Jarak di antara keduanya sangat dekat. Nadia waspada. Kejadian tadi siang masih segar dalam ingatannya. Ia tak mau jika aksi kurang ajar Keanan terulang lagi sekarang —di kamarnya— dalam penampilan yang membuat Nadia ingin segera lari menghindari.
Mendapati sikap waspada yang terbaca oleh Keanan, membuat ide gila muncul di benak lelaki itu.
Keanan semakin mendekatkan tubuhnya ke arah sang istri. Nadia ikut mundur seiring langkah kaki suaminya yang semakin tak berjarak. Lelaki itu memajukan kepala mendekat ke arah wajah Nadia.
"Keanan jangan macam-macam! Aku minta kamu pergi dari kamarku. Kalau tidak?"
"Kalau tidak apa, hem?"
"Kalau tidak ...?" Nadia semakin terbata, dirinya sudah tidak bisa mundur karena terbentur dinding dekat pintu kamar mandi.
"Apa, Nad? Kalau tidak apa, aku menunggu. Apa kamu akan teriak, hem?"
"Iya, aku akan teriak!"
"Haha, teriaklah sekuat tenagamu!" Keanan membalas.
Kini kedua tangan Keanan diletakan di dinding samping kanan kiri kepala Nadia, mengungkung tubuh sang istri yang tak bisa ke mana-mana.

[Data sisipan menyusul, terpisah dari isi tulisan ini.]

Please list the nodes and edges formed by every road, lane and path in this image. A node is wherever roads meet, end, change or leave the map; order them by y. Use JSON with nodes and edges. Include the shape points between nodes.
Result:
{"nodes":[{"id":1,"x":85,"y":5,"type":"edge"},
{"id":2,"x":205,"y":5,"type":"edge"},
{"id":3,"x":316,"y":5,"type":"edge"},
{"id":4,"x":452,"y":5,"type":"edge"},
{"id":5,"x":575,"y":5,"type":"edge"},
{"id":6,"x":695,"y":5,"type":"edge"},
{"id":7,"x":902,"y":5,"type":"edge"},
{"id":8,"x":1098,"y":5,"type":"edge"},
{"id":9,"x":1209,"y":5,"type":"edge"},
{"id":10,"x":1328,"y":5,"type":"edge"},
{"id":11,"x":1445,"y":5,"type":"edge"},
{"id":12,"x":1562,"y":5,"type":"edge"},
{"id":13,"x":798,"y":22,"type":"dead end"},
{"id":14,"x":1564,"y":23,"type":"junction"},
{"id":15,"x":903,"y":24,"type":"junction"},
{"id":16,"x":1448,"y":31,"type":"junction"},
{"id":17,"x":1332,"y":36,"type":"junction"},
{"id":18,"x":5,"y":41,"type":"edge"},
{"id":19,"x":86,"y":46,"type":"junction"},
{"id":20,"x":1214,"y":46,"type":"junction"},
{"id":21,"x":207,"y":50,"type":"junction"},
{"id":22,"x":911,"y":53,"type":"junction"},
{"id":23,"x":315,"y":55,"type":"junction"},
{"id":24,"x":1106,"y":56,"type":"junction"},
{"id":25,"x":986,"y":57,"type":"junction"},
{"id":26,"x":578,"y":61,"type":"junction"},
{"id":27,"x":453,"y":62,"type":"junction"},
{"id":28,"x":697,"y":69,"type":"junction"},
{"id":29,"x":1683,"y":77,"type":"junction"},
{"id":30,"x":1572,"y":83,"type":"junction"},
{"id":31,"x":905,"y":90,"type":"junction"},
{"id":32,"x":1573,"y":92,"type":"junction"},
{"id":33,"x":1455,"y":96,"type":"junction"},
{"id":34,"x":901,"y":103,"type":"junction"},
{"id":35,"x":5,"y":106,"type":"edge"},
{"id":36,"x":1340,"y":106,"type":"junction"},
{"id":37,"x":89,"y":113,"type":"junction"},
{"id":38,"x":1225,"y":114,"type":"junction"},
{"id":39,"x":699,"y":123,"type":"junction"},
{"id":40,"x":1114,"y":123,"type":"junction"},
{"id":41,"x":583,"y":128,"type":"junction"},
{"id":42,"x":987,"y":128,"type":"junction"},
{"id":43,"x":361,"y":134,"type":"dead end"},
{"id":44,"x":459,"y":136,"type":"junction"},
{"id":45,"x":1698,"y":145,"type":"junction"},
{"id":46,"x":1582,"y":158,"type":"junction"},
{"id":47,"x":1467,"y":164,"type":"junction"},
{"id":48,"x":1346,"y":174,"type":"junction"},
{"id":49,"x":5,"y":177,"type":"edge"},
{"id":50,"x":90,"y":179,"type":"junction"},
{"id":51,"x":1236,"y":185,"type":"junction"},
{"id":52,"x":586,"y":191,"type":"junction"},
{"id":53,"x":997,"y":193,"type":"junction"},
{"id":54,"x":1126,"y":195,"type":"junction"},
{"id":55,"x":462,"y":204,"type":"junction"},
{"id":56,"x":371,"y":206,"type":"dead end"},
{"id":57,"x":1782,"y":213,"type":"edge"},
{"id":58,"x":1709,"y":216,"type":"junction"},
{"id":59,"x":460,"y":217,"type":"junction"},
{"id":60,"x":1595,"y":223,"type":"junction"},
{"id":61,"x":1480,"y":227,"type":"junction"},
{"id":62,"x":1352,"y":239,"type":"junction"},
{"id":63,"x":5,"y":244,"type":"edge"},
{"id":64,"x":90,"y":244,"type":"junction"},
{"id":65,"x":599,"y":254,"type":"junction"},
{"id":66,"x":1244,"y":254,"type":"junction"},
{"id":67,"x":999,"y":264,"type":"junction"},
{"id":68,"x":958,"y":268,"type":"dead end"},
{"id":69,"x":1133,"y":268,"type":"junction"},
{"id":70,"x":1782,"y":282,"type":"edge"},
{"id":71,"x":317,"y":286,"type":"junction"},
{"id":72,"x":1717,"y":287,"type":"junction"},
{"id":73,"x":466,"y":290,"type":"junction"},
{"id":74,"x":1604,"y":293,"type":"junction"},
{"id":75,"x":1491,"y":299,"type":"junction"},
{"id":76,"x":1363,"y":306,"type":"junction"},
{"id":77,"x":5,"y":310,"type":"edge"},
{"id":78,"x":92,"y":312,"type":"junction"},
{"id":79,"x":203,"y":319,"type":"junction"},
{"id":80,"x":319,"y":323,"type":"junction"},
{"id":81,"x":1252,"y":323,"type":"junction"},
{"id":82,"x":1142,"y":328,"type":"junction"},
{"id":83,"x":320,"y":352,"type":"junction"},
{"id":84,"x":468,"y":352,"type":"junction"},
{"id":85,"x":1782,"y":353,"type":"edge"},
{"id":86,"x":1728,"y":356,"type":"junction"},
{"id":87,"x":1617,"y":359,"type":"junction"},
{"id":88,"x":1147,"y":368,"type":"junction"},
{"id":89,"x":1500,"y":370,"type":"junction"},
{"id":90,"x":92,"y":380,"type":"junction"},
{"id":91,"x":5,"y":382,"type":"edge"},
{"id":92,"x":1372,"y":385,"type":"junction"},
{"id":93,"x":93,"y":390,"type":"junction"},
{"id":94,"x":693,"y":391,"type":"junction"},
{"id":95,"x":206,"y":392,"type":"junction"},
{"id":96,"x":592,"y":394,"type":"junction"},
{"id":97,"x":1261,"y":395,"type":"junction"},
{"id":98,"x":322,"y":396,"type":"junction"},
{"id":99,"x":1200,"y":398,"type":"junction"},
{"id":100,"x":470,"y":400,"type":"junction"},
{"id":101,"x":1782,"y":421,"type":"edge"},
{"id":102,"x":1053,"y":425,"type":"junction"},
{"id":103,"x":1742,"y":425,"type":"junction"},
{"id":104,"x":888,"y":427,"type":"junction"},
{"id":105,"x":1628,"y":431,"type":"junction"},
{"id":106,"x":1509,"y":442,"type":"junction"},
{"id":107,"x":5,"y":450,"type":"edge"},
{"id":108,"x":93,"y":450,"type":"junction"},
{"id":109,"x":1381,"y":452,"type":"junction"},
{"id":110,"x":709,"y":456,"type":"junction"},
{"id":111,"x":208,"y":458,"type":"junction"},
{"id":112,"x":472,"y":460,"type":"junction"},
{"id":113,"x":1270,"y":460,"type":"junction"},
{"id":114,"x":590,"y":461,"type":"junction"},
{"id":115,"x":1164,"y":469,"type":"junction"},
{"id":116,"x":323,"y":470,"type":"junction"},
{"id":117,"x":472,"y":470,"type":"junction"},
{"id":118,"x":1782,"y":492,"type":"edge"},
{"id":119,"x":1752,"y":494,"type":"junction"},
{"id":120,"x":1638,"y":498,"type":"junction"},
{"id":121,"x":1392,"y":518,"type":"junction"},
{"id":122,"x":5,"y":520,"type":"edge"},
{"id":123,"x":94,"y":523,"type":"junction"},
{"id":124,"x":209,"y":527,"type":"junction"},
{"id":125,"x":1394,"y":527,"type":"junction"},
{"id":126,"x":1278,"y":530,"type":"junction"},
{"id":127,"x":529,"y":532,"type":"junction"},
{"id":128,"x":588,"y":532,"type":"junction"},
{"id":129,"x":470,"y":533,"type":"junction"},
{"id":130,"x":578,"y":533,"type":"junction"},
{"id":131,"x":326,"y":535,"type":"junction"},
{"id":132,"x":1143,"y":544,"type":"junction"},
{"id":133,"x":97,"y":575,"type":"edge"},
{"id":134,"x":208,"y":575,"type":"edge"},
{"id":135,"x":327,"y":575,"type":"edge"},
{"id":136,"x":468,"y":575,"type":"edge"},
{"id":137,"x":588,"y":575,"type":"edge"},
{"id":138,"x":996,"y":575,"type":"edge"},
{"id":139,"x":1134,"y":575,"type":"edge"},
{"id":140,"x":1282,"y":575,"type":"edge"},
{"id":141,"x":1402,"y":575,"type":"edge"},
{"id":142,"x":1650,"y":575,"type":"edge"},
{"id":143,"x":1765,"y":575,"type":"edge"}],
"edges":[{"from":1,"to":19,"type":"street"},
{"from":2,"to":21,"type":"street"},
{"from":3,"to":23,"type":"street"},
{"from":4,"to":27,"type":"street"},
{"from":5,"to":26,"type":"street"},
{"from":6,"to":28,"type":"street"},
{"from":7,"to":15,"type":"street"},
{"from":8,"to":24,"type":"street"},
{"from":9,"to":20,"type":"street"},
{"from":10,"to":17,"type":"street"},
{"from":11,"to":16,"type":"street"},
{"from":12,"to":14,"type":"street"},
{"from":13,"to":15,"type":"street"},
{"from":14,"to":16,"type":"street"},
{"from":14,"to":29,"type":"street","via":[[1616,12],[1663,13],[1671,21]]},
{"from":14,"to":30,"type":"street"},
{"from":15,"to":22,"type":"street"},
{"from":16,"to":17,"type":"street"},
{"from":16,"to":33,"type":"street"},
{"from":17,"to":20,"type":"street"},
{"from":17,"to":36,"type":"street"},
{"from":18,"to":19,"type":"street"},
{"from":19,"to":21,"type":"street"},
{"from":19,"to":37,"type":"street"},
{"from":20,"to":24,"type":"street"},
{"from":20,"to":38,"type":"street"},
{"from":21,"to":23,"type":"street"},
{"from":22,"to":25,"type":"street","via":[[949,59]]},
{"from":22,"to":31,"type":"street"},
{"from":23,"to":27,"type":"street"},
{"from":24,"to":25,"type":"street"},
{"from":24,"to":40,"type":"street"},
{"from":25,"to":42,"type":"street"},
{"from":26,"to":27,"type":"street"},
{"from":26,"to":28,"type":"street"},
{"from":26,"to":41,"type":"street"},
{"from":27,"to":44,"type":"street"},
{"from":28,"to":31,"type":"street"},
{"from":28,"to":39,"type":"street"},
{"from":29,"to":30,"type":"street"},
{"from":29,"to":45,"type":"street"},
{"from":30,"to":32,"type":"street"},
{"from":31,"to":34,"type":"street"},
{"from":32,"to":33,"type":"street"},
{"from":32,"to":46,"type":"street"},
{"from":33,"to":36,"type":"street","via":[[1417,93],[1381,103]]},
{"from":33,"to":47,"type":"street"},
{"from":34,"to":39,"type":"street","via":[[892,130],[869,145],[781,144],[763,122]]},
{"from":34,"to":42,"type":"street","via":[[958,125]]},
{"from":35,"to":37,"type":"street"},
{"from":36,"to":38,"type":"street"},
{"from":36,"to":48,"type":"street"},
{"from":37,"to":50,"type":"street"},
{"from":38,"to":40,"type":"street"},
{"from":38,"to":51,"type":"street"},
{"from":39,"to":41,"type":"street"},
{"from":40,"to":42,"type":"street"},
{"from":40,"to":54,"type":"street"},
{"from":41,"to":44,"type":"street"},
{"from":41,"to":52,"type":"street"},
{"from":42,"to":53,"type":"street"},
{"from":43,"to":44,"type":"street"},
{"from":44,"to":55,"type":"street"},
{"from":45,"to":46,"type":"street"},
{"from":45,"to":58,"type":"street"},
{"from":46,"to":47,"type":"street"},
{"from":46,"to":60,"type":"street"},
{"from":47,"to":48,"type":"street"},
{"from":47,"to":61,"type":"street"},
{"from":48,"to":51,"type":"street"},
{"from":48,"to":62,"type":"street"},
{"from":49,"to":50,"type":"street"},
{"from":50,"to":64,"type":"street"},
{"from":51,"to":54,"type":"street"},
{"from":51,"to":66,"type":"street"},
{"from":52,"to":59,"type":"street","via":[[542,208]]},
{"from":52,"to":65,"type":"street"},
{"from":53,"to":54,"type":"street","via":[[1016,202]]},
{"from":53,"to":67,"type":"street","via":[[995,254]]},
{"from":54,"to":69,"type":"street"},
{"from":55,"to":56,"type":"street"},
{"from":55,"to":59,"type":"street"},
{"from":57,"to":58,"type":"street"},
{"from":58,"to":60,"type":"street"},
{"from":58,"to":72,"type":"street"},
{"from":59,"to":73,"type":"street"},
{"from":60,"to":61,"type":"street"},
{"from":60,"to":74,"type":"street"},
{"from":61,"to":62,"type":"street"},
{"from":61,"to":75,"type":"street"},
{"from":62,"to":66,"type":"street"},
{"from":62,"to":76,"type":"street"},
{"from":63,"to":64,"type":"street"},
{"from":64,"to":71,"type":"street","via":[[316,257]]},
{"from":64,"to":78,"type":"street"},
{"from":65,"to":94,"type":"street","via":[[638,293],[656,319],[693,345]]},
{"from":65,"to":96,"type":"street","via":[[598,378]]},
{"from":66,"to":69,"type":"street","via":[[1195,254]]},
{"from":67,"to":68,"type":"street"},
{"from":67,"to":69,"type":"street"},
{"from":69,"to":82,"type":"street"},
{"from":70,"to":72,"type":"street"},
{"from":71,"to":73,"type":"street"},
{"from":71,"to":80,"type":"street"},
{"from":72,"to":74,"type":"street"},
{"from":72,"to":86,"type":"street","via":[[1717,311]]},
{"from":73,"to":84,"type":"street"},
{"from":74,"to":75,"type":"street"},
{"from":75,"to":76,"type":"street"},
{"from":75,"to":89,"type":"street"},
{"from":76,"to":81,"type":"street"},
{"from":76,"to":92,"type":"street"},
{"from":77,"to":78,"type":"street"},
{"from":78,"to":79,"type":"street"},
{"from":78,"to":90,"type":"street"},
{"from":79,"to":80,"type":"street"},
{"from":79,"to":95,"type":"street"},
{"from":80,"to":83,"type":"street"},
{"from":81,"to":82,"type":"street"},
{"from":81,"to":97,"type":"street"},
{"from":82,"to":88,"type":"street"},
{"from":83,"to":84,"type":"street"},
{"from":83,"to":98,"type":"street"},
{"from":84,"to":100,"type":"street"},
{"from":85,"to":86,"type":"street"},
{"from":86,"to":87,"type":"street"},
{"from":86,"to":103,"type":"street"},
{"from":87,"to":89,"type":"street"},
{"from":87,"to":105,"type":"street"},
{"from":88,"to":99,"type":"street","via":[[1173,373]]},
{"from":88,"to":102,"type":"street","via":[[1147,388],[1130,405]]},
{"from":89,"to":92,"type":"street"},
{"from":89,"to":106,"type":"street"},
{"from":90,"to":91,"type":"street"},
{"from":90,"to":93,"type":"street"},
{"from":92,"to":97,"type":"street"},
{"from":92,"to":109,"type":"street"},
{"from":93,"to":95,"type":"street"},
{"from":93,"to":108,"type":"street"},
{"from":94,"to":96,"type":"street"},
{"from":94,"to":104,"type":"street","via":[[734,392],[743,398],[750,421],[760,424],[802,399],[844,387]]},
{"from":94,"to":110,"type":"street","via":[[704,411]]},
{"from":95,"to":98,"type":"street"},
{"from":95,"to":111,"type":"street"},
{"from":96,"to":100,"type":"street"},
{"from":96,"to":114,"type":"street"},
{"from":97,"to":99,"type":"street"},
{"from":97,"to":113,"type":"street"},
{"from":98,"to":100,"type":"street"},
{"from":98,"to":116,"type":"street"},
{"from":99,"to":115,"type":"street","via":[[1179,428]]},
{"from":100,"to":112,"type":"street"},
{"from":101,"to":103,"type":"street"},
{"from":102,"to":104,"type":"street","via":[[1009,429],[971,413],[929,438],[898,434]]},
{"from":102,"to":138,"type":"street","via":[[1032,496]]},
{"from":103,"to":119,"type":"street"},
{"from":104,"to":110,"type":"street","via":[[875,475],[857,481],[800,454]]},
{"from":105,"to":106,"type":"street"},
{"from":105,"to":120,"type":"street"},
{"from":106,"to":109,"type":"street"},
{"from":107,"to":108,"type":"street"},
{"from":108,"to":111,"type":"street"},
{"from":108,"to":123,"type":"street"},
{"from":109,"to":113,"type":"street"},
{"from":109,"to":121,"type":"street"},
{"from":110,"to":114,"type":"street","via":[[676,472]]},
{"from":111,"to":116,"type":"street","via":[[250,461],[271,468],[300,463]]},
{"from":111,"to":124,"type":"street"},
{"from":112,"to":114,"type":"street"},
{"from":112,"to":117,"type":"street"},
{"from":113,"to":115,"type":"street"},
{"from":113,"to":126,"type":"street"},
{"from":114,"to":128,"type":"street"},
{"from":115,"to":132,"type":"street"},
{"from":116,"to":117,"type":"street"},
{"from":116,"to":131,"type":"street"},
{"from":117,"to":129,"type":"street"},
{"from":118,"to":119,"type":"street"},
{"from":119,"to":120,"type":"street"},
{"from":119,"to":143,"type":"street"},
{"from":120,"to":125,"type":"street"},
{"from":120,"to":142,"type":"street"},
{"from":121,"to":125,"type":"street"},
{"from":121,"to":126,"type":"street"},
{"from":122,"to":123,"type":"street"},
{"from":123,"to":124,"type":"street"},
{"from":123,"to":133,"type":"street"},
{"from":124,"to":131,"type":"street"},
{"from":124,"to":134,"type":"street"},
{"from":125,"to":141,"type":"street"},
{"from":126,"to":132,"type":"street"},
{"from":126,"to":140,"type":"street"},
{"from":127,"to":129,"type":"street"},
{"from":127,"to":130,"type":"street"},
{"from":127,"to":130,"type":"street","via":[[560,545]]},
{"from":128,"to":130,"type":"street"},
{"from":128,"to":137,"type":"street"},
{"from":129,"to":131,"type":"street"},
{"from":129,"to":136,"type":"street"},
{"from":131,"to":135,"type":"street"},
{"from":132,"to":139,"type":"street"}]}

Nadia tampak panik, sungguh ia tidak mau jika setan merasuki tubuh Keanan saat ini. Kejadian yang membuat ia kehilangan momen ciuman pertama meski direnggut oleh orang yang ia cintai, berharap tidak terulang.
"Kenapa, Nadia? Kamu takut?"
"Untuk apa aku takut!" Masih berusaha tak gentar, Nadia melawan.
"Nadia, Nadia, jangan kamu paksakan sikap sok beranimu itu. Aku tahu hanya dengan melihat wajahmu saja kalau kamu sedang panik."
"Siapa yang panik?"
"Benarkah?" tanya Keanan sangsi.
Tidak menunggu gadis itu menjawab, Keanan malah menempelkan hidungnya di pipi sang istri. Menghirup dalam aroma yang menguar, sebab wangi sabun muka yang istrinya pakai ketika tadi mandi.
"Keanan hentikan!" Dengan suara tertahan, Nadia masih berusaha untuk menghentikan aksi yang Keanan lakukan.
"Shut! diamlah! bisakah kamu nikmati saja?"